Every line below needs to be printed again exactly, without any of its pictures.

(Data for this task Opens)

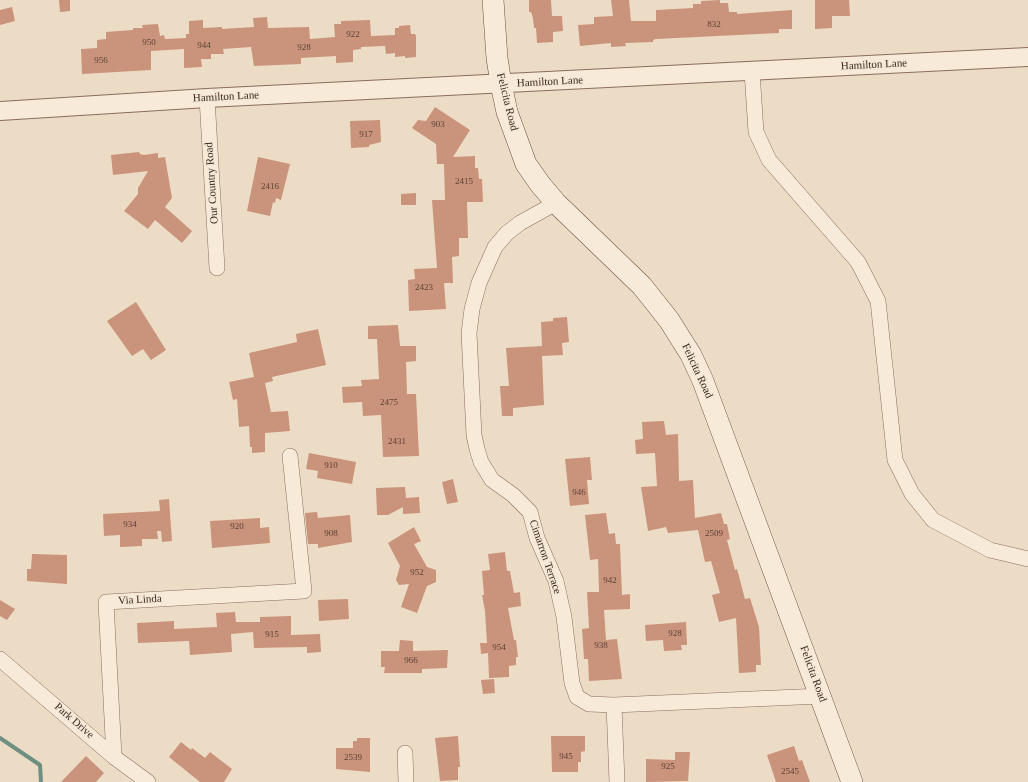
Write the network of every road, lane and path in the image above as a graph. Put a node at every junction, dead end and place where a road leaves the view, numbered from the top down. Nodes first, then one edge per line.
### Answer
1 (493, 0) edge
2 (1028, 57) edge
3 (752, 71) junction
4 (501, 84) junction
5 (207, 98) junction
6 (0, 111) edge
7 (556, 203) junction
8 (217, 268) dead end
9 (290, 456) dead end
10 (1028, 560) edge
11 (0, 659) edge
12 (822, 696) junction
13 (614, 705) junction
14 (405, 753) dead end
15 (114, 757) junction
16 (148, 782) edge
17 (406, 782) edge
18 (617, 782) edge
19 (852, 782) edge

1 - 4 main road, Felicita Road
2 - 3 street, Hamilton Lane
3 - 4 street, Hamilton Lane
3 - 10 street
4 - 5 street, Hamilton Lane
4 - 7 main road, Felicita Road
5 - 6 street, Hamilton Lane
5 - 8 street, Our Country Road
7 - 12 main road, Felicita Road
7 - 13 street, Cimarron Terrace
9 - 15 street, Via Linda
11 - 15 street, Park Drive
12 - 13 street, Cimarron Terrace
12 - 19 main road, Felicita Road
13 - 18 street
14 - 17 street
15 - 16 street, Park Drive

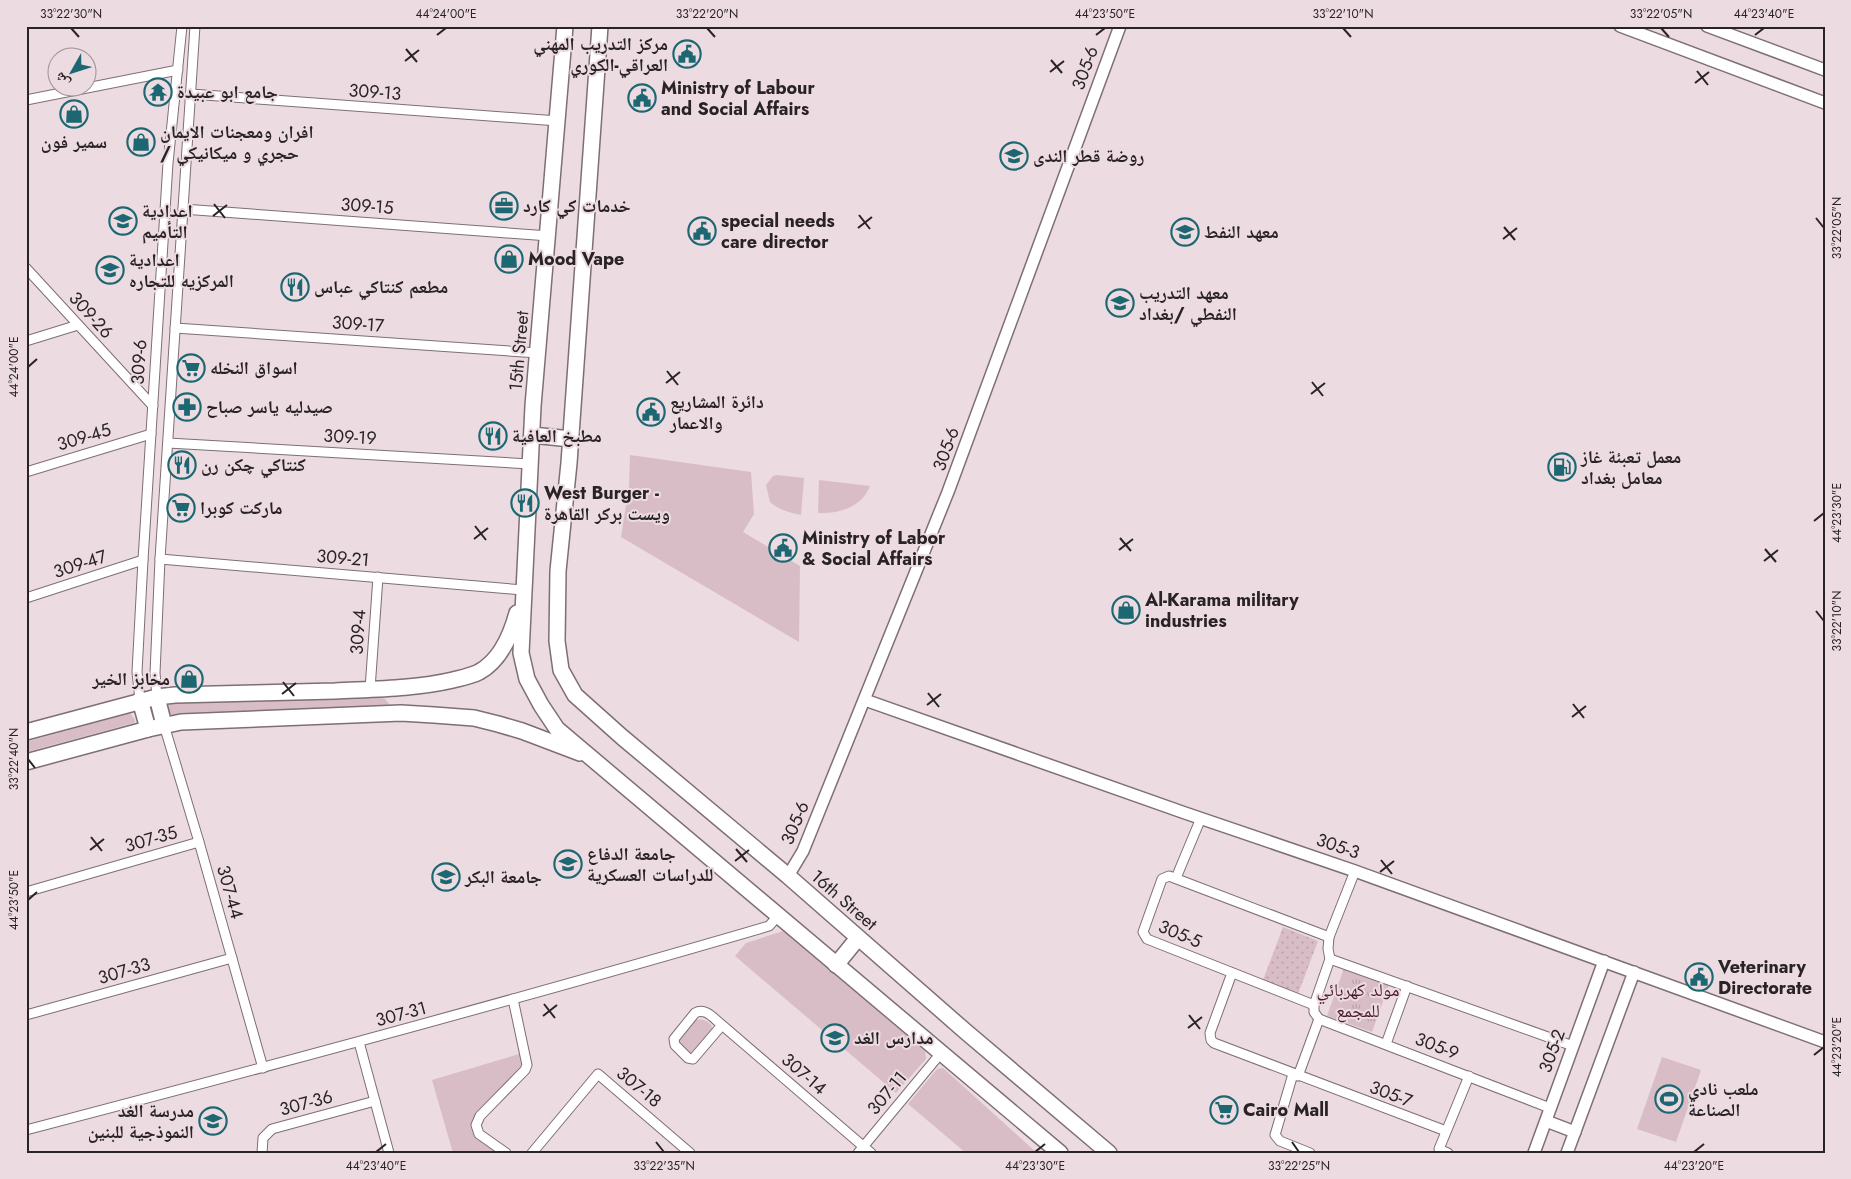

(Data for this task Closes)

• Answer space
Write the network of every road, lane and path in the image above as a graph. Put a node at every junction, dead end and place where a road leaves the view, numbered from the top down. Nodes first, then one edge per line.
### Answer
1 (493, 0) edge
2 (1028, 57) edge
3 (752, 71) junction
4 (501, 84) junction
5 (207, 98) junction
6 (0, 111) edge
7 (556, 203) junction
8 (217, 268) dead end
9 (290, 456) dead end
10 (1028, 560) edge
11 (0, 659) edge
12 (822, 696) junction
13 (614, 705) junction
14 (405, 753) dead end
15 (114, 757) junction
16 (148, 782) edge
17 (406, 782) edge
18 (617, 782) edge
19 (852, 782) edge

1 - 4 main road, Felicita Road
2 - 3 street, Hamilton Lane
3 - 4 street, Hamilton Lane
3 - 10 street
4 - 5 street, Hamilton Lane
4 - 7 main road, Felicita Road
5 - 6 street, Hamilton Lane
5 - 8 street, Our Country Road
7 - 12 main road, Felicita Road
7 - 13 street, Cimarron Terrace
9 - 15 street, Via Linda
11 - 15 street, Park Drive
12 - 13 street, Cimarron Terrace
12 - 19 main road, Felicita Road
13 - 18 street
14 - 17 street
15 - 16 street, Park Drive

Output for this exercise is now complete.